Beim Betreiber des "Pro Seniore" ist nichts zu beanstanden. Ärger gibt es dafür im "Schwarzenraben" um die Ecke, in der Alten Schönhauser Allee. Für vier Bistrotische, die dort parallel zu den parkenden Autos auf dem Trottoir stehen, hat der Wirt kein behördliches Papier. "Ich wollte sie immer anmelden", sagt der Gastronom etwas kleinlaut. Flugs eilt ein Kellner heran, räumt vor den Augen der Gäste die Tische vom Bürgersteig. Der Wirt kommt mit einer mündlichen Verwarnung davon. Das nächste Mal drohe ihm ein Bußgeld von bis zu 500 Mark, warnt ihn die Christine Haller, Gruppenleiterin im Tiefbauamt.

Baustadtrat Thomas Flierl (PDS) will Auswüchse des Kneipentrubels in der Spandauer Vorstadt nicht länger hinnehmen. Vergangene Woche begannen, wie berichtet, Anstreicher an der Oranienburger Straße, die für Schankvorgärten genehmigten Flächen mit weißen Streifen zu markieren. Kontrollen von Amts wegen sind Flierls zweiter Streich. Er sieht einen "Interessenkonflikt" zwischen Fußgängern und Kneipiers.

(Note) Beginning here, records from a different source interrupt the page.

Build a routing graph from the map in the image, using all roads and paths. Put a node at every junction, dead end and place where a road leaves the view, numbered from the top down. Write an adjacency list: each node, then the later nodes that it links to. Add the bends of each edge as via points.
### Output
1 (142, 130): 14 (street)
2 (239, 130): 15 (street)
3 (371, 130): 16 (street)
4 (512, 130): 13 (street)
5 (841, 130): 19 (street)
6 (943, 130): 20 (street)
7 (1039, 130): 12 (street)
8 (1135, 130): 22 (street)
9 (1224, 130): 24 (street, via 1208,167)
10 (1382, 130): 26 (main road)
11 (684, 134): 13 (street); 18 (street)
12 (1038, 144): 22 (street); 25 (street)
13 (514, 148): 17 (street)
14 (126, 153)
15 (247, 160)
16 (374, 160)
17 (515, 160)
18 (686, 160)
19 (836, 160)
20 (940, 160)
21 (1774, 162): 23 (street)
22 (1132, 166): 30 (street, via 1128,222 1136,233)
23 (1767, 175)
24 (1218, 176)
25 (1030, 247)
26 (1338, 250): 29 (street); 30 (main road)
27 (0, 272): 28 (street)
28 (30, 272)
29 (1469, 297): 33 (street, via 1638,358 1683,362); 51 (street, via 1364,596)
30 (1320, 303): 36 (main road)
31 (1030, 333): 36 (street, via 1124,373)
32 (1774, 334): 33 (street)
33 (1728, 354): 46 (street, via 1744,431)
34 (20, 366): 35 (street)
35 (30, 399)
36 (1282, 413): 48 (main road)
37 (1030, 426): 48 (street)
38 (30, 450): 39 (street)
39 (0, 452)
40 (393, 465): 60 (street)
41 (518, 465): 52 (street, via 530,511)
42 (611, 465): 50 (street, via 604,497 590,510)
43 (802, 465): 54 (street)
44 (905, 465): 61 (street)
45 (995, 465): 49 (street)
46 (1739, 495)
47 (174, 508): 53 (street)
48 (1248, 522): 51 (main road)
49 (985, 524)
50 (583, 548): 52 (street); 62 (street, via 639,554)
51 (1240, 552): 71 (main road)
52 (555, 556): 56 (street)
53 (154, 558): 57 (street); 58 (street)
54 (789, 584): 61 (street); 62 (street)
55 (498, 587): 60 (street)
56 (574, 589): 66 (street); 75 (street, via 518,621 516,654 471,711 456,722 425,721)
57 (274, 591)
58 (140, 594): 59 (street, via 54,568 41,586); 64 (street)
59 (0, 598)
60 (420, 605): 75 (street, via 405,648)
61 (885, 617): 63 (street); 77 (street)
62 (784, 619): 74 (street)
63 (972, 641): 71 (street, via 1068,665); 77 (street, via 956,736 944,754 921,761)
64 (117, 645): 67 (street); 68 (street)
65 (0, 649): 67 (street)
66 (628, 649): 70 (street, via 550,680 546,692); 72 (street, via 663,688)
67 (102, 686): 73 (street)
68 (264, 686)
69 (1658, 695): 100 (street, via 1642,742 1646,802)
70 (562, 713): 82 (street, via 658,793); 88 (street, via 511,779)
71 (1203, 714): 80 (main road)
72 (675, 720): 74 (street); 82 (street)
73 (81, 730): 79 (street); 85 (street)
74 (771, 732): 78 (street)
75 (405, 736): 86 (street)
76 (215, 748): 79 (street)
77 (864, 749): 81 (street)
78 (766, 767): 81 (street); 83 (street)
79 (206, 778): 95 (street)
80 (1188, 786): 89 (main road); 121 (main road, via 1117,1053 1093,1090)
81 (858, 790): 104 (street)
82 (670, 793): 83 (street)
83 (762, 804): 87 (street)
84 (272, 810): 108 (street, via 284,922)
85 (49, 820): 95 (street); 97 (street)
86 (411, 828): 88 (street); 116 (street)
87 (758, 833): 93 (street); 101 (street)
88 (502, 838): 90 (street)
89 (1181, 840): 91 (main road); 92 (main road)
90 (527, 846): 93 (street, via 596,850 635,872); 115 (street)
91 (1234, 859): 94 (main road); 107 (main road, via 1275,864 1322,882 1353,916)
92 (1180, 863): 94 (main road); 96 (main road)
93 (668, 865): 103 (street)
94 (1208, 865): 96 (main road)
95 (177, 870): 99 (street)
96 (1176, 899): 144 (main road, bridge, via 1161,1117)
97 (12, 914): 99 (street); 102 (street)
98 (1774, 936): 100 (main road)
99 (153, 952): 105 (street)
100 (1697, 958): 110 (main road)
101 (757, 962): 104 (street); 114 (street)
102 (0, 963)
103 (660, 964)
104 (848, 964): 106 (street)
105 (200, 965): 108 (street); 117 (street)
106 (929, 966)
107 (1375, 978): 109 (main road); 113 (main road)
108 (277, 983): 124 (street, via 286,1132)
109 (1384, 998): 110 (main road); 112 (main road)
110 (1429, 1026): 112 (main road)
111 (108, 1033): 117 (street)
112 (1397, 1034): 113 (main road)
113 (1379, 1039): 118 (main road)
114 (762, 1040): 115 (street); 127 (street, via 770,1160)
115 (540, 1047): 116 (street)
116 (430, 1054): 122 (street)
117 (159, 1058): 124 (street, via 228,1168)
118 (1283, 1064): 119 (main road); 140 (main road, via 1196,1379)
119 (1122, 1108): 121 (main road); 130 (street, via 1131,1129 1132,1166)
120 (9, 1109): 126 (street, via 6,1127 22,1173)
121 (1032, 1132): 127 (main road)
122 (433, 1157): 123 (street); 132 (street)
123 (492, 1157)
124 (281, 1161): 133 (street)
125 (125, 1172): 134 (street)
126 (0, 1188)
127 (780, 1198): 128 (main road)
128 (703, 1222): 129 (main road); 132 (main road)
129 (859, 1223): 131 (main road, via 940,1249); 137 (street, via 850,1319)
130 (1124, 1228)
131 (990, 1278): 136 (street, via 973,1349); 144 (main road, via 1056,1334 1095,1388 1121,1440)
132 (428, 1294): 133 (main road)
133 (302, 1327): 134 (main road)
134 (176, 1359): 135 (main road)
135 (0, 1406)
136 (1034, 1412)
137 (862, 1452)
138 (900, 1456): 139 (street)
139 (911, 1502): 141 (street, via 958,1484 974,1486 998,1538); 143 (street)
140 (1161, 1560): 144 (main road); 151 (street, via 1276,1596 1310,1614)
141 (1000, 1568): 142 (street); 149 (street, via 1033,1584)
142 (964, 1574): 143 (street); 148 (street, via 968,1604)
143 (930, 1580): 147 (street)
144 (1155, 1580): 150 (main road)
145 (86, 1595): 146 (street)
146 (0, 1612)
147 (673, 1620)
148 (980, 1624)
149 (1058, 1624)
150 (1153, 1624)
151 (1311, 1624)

Vor allem an der Oranienburger Straße sind Bürgersteige mit Werbeschildern, Sonnenschirmen und Spanischen Wänden verstellt. "Zwei Kinderwagen können sich dort nicht begegnen", sagt Flierl. Man müsse denEindruck vermeiden, es handle sich dort um "private Vorgärten". Mit einem Durchgreifen in "preußischer Manier" habe das nichts zu tun. Dennoch sind ihm seine Kontrolleure gerade ein wenig zu nachsichtig. "Auch wieder nur ermahnt?", fragt Flierl einmal, fast ein wenig enttäuscht, während der Aktion.

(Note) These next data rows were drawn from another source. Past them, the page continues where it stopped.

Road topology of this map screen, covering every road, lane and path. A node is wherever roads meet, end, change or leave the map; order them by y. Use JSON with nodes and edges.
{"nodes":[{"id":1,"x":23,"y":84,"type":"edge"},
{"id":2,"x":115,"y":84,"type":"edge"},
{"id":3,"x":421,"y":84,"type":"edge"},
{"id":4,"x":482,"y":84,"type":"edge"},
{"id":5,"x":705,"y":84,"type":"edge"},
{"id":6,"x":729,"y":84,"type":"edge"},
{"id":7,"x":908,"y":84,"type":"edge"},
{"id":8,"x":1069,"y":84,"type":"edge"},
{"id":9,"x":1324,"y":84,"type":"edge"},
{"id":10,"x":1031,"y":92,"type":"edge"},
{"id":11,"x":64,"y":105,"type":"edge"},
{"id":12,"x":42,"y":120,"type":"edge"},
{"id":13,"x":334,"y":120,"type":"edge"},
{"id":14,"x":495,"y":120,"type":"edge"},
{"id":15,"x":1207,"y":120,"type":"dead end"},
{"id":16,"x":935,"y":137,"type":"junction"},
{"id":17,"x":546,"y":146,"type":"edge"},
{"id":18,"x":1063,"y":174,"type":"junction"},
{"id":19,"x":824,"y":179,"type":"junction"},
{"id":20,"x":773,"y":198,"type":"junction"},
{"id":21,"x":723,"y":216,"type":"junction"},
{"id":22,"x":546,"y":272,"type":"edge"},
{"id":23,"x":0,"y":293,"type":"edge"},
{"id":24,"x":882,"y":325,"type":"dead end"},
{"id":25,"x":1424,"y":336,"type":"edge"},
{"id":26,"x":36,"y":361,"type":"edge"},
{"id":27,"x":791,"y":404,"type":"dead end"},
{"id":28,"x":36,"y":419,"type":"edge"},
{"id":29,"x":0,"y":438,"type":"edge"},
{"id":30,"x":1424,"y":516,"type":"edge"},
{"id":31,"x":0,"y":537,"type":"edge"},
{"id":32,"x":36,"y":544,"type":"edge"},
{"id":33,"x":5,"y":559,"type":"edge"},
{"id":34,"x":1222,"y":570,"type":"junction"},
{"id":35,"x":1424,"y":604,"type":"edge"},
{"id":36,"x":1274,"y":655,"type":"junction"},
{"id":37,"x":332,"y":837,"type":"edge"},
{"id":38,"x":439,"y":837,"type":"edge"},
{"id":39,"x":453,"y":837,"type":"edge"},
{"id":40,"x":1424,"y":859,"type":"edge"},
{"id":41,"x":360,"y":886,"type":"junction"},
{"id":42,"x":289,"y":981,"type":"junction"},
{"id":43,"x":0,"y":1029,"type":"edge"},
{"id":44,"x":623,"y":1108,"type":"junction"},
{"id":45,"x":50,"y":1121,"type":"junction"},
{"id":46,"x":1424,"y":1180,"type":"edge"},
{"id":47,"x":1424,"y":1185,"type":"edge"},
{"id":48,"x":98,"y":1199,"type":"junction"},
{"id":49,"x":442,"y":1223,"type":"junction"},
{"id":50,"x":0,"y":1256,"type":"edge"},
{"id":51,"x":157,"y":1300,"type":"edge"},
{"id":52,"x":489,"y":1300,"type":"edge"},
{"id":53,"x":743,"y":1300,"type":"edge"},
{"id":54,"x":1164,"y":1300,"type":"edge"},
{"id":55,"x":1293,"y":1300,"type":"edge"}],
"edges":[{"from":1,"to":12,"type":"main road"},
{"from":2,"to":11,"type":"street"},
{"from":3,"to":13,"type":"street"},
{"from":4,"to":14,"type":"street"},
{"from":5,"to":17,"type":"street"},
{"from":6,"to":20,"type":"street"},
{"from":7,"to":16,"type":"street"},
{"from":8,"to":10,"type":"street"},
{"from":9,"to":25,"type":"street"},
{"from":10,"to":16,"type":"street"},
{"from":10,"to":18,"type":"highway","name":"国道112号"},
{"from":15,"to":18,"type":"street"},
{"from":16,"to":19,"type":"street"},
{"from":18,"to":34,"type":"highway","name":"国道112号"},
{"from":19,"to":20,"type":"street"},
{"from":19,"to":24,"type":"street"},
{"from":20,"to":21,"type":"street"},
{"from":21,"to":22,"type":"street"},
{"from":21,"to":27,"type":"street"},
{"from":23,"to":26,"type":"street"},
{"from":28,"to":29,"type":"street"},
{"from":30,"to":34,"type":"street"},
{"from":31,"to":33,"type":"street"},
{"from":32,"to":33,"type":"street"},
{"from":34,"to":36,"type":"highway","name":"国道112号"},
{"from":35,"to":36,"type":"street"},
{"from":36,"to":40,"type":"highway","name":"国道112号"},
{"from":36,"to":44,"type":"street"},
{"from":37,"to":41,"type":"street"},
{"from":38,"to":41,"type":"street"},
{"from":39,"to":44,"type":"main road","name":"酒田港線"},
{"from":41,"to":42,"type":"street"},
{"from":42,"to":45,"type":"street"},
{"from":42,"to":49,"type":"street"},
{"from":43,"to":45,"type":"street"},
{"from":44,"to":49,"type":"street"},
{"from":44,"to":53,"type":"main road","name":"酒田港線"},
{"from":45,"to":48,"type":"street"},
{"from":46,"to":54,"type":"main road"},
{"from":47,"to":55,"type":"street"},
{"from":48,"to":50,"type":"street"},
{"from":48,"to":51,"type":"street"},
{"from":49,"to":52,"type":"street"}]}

Dreizehn Lokale überprüft der Kontrolltrupp an diesem Abend. Bei fünf gibt es Beanstandungen. Die Wirte kommen alle mit Verwarnungen davon. Flierl räumt ein, dass für solche Kontrollen eigentlich zu wenig Personal da sei. Seine beiden Mitarbeiter hätten eigentlich längst Feierabend, sie machen Überstunden. Freundlich, aber resolut tritt Gruppenleiterin Haller auf. Ihr Amt kann aber auch hart durchgreifen. Vergangenes Jahr hat sie Stühle und Tische eines uneinsichtigen Wirts am Gendarmenmarkt einfach beschlagnahmt.